Is it your employers job to make sure you are staying healthy? You might be surprised that many employers are beginning to think that it is. In Alabama, state employees have until November 30th of this year to get screened for chronic illnesses like diabetes and hypertension if they want to keep their free health insurance. After 2010, those who are at risk for disease have to show they are taking step towards improving their health or pay $25 each month for their benefits.
Across the nation, employers are instituting "employee wellness programs" in an effort to cut down health care costs. Some programs rewards employees financially when they take healthy steps like quitting smoking, getting their regular checkups, or loosing weight.
But some companies are taking it a step further than that and are penalizing unhealthy employees by deducting more from their paychecks to cover the increased cost of healthcare. Or they may offer them less generous coverage than those employees that are healthy.
President Obama has claimed that employee wellness programs are vital to a company and for every $1 spent on these programs it saves $1.65 in healthcare expenses.
Advocates for privacy claim that employees should only be based on their work performance, not on their fitness level or conditiions.
Those on the opposite side claim that obese and those people with chronic illness take more sick days than healthier people and are less productive.

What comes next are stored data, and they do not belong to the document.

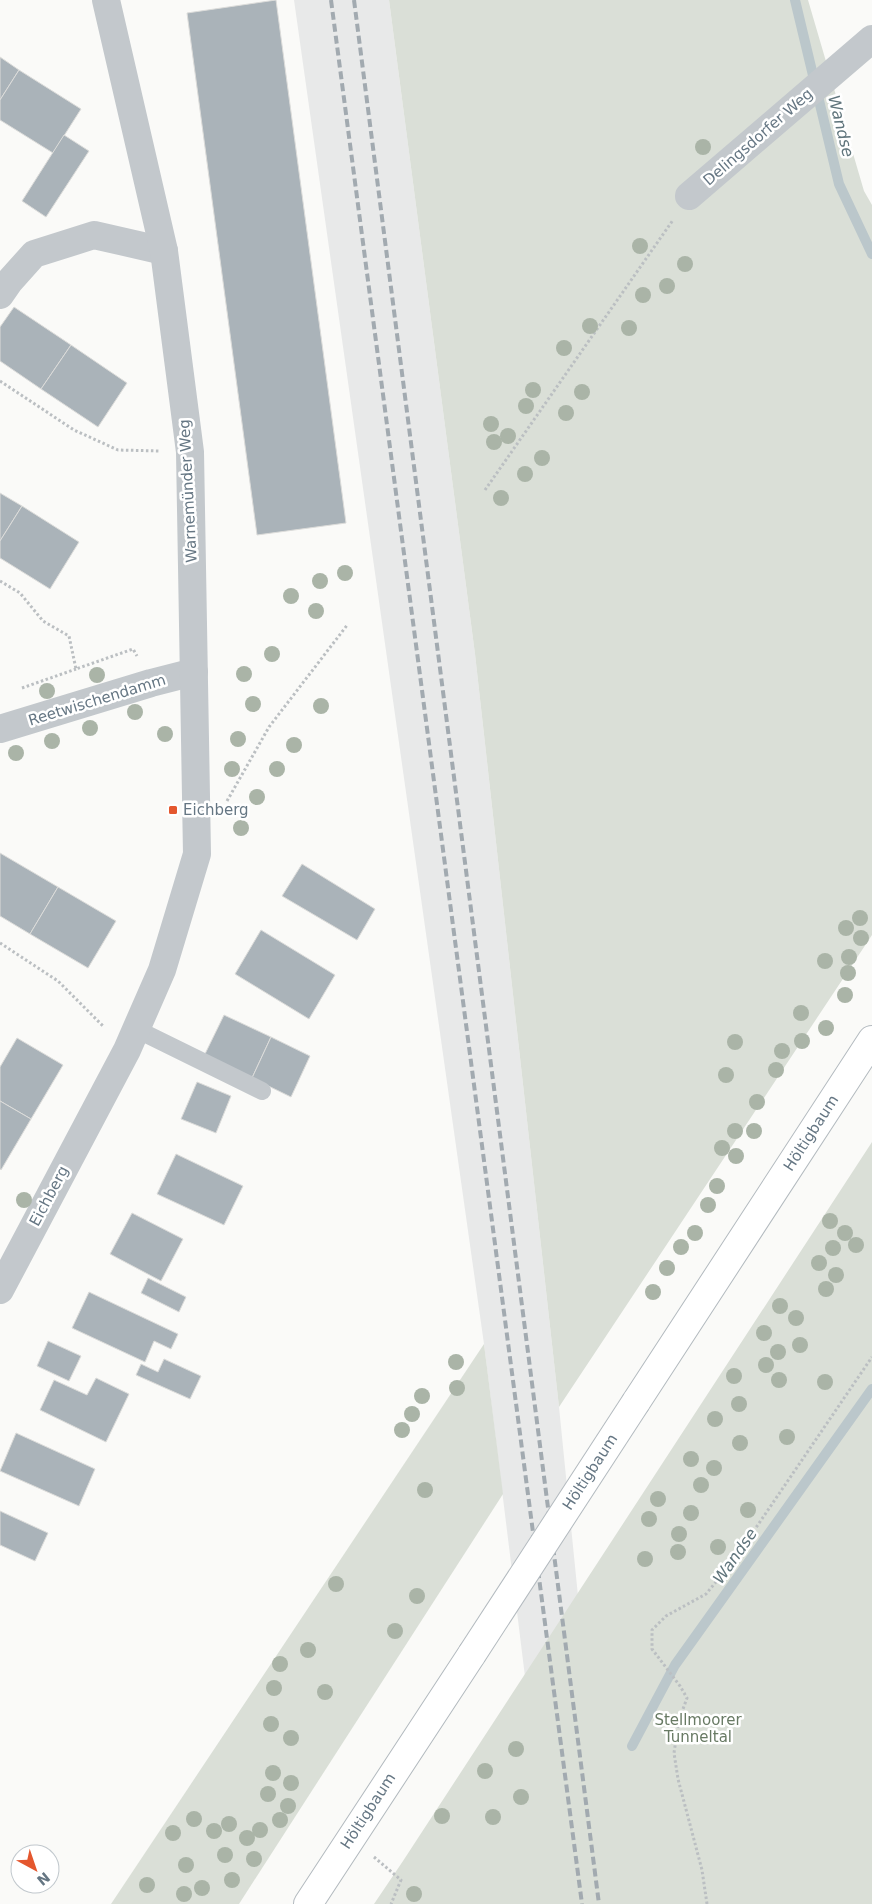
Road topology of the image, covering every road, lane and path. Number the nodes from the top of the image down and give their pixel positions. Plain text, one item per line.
1 (106, 0) edge
2 (872, 39) edge
3 (689, 196) joint
4 (164, 251) junction
5 (0, 295) edge
6 (0, 380) edge
7 (190, 452) junction
8 (485, 490) dead end
9 (0, 581) edge
10 (348, 624) dead end
11 (76, 669) junction
12 (194, 672) junction
13 (151, 682) junction
14 (17, 690) dead end
15 (0, 730) edge
16 (226, 803) dead end
17 (0, 943) edge
18 (104, 1028) dead end
19 (136, 1029) junction
20 (872, 1040) edge
21 (262, 1091) dead end
22 (0, 1290) edge
23 (872, 1357) edge
24 (351, 1837) junction
25 (308, 1904) edge
26 (391, 1904) edge
27 (707, 1904) edge

1 - 4 street, Warnemünder Weg
2 - 3 street, Delingsdorfer Weg
3 - 8 path
4 - 5 street
4 - 7 street, Warnemünder Weg
6 - 7 path
7 - 12 street, Warnemünder Weg
9 - 11 path
10 - 16 path
11 - 13 path
11 - 14 path
12 - 13 street, Reetwischendamm
12 - 19 street, Eichberg
13 - 15 street, Reetwischendamm
17 - 18 path
19 - 21 lane
19 - 22 street, Eichberg
20 - 24 main road, Höltigbaum, bridge
23 - 27 path
24 - 25 main road, Höltigbaum
24 - 26 path

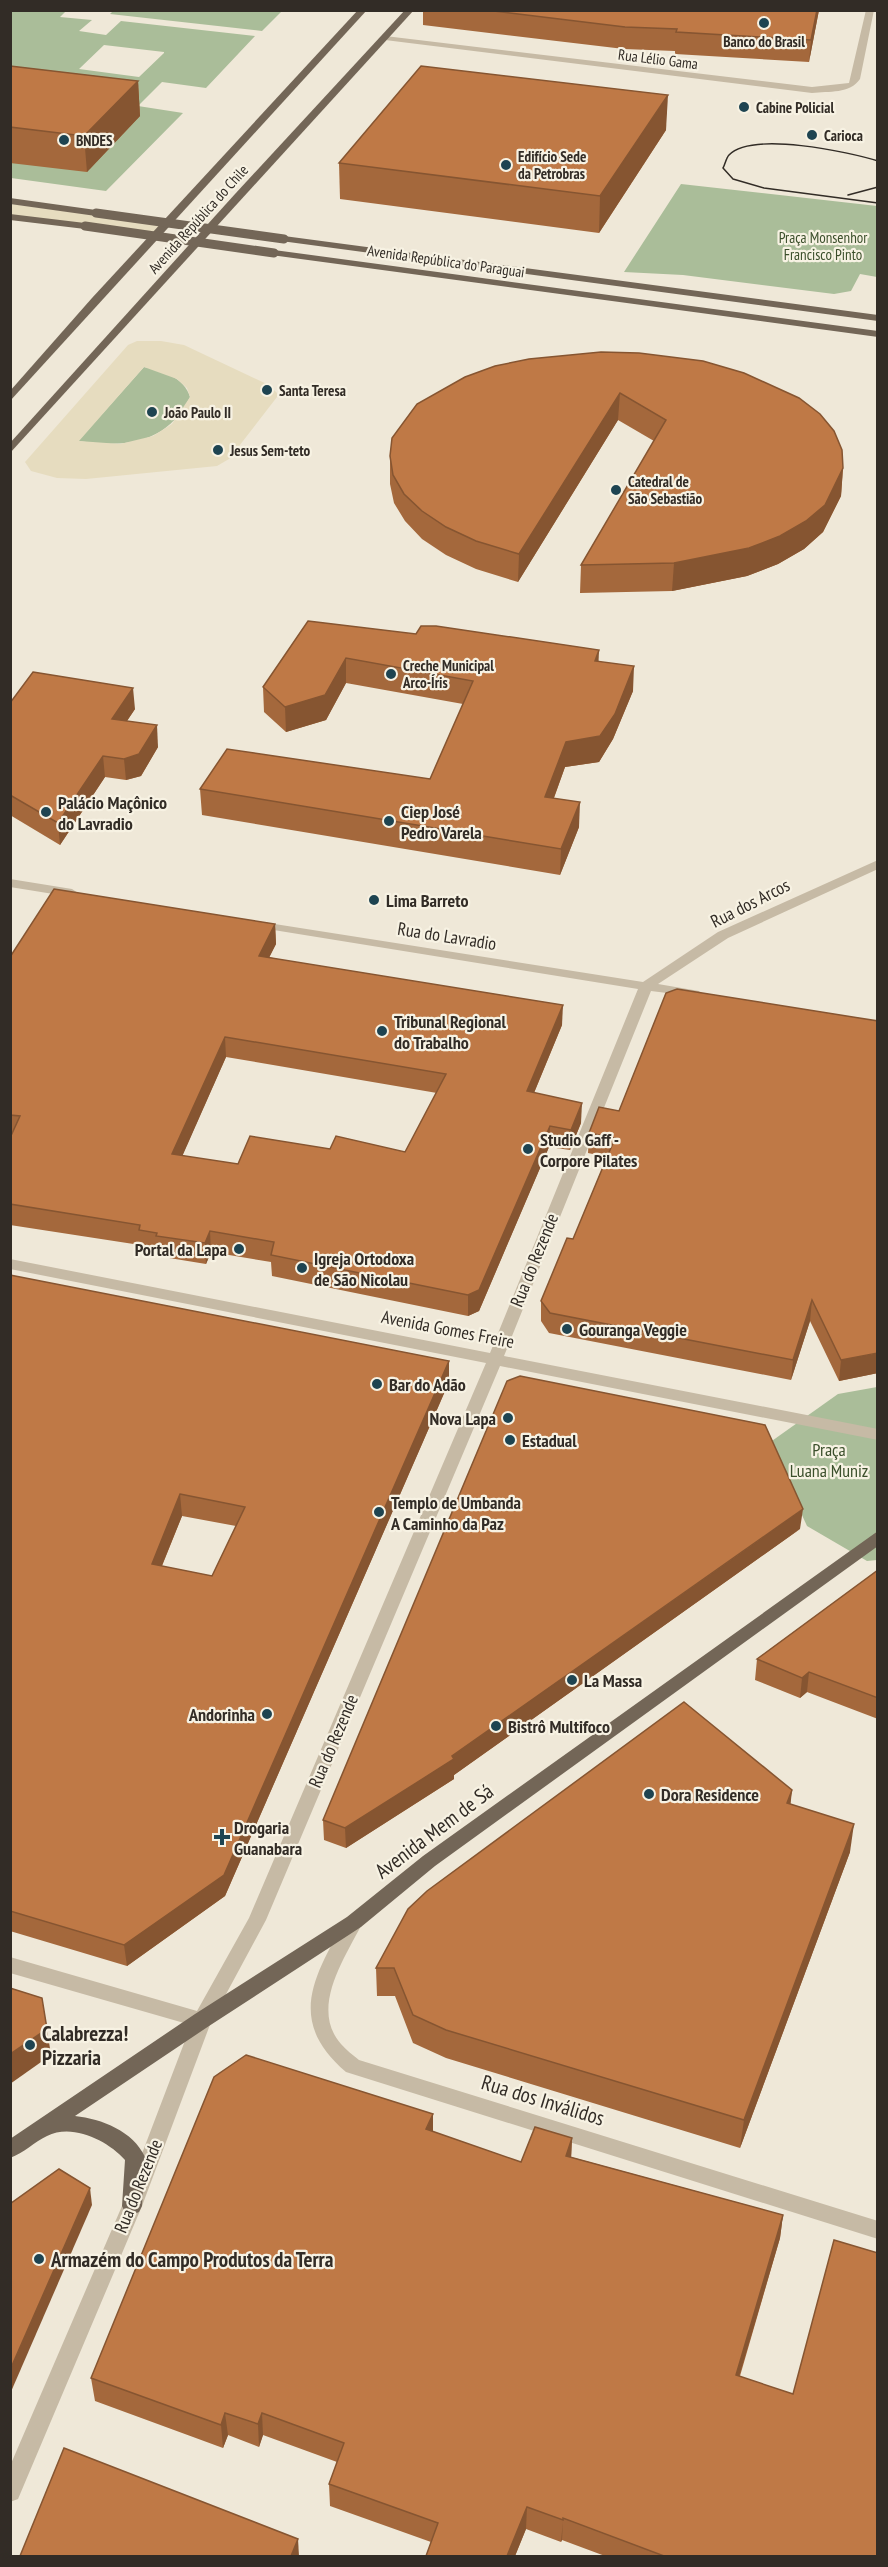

Does that mean we should we do away with employee fitness programs? Not necessarily. I enjoyed our companies employee wellness program. I received prizes like a new portable backpack cooler and more just for trying to live a healthier lifestyle. However, I would feel that my employer crossed the line if they penalized me because I was obese or suffered from a chronic illness. I can understand the employers point of view and the cost that is put upon them, but I also know that your employees moral is lost when they are singled out and penalized. I also know that having to pay more money isn't an incentive to get healthier a lot of times. It can do just the opposite. And when do you get to the point you are considered healthy again? Will your insurance company charge you less? Probably not. Will your employer charge you less even when you are healthy again? Who knows?
What's your take on being penalized by your employer?